Re: Partition check considered as error is breaking mounting in 2.6.27

From: Herton Ronaldo Krzesinski
Date: Fri Sep 12 2008 - 14:02:47 EST


On Friday 12 September 2008 14:36:47 Alan Stern wrote:
> On Fri, 12 Sep 2008, Herton Ronaldo Krzesinski wrote:
> > Hi,
> >
> > Recently I found a problem with a buggy camera that doesn't mount anymore
> > with 2.6.27 (its memory is available via usb-storage), since commit
> > 04ebd4aee52b06a2c38127d9208546e5b96f3a19
> >
> > The camera is an Olympus X-840. The original issue comes from the camera
> > itself: its format program creates a partition with an off by one error,
> > while the device reports that its memory has 42079 sectors, the partition
> > table reports also that the only partition on the disk has the size of
> > 42079, but it fails to account for the first sector in the memory that
> > contains the partition table, so in the end the partition exceeds the
> > limit of the device size (42080, first sector plus 42079 from the first
> > partition).
> >
> > In previous kernels (2.6.26 and before), I still could mount and access
> > the device (/dev/sdb1), although with the following errors:
> >
> > sd 6:0:0:0: [sdb] Assuming drive cache: write through
> > sdb: sdb1
> > sdb: p1 exceeds device capacity
> > sd 6:0:0:0: [sdb] Attached SCSI removable disk
> > sd 6:0:0:0: Attached scsi generic sg2 type 0
> > usb-storage: device scan complete
> > attempt to access beyond end of device
> > sdb: rw=0, want=42080, limit=42079
> > __ratelimit: 16 messages suppressed
> > Buffer I/O error on device sdb1, logical block 42078
> > attempt to access beyond end of device
> > sdb: rw=0, want=42080, limit=42079
> >
> > If you note the log snippet above the first notable thing is "p1 exceeds
> > device capacity", so looking at commit
> > 04ebd4aee52b06a2c38127d9208546e5b96f3a19 it is clear why sdb1 isn't
> > created anymore.
> >
> > After formatting the camera is this you get from fdisk (display units in
> > sectors):
> >
> > Disk /dev/sdb: 21 MB, 21544448 bytes
> > 6 heads, 16 sectors/track, 438 cylinders, total 42079 sectors
> > Units = sectors of 1 * 512 = 512 bytes
> > Disk identifier: 0x00000000
> >
> > Device Boot Start End Blocks Id System
> > /dev/sdb1 * 1 42079 21039+ 1 FAT12
> > Partition 1 has different physical/logical endings:
> > phys=(328, 5, 16) logical=(438, 1, 16)
> >
> > Note the bogus reported CHS values, both physical and logical, but they
> > don't affect anything here.
> >
> > I don't know if this change of behaviour in 2.6.27 is desired (not
> > creating partition nodes if its size exceeds media size).
>
> I have to believe that it _is_ desired.

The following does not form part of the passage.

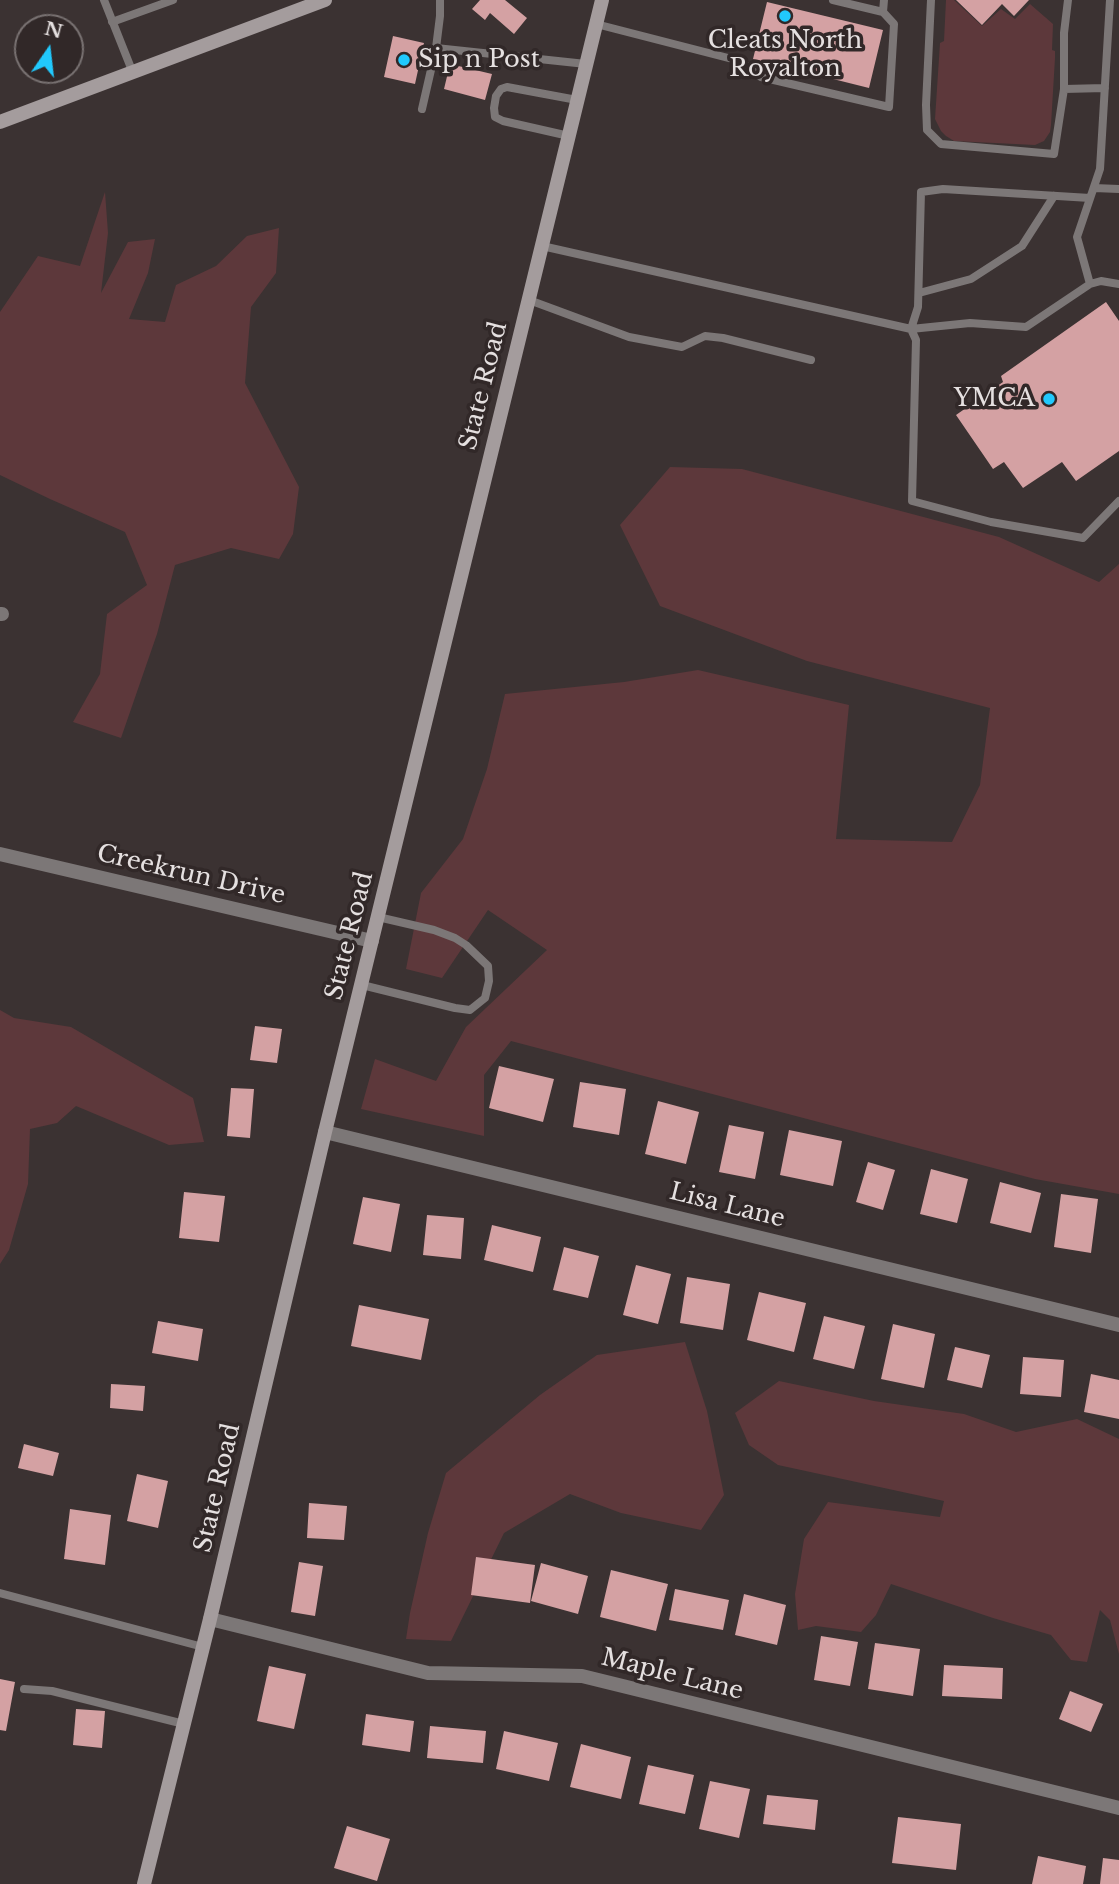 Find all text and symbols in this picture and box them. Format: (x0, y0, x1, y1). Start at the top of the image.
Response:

Why else would that commit
> have been merged?
>
> And why didn't you CC: the author of that commit?

I forgot, CC'ing him now.

>
> > Anyway the device is buggy
> > itself. Until now the only way I found to mount device inside 2.6.27 is
> > using hexedit to edit directly the partition table on the device,
> > decreasing by 1 the length of the first partition (42079 -> 42078).
> > Clearing the partition table and using fdisk to partition again is not an
> > option, the camera firmware seems to be lost after this, it starts to
> > report weird media size (not by 1 sector error only):
>
> Why clear the partition table? Just replace the bogus entry with a
> correct entry. (Although using hexedit may be easier...)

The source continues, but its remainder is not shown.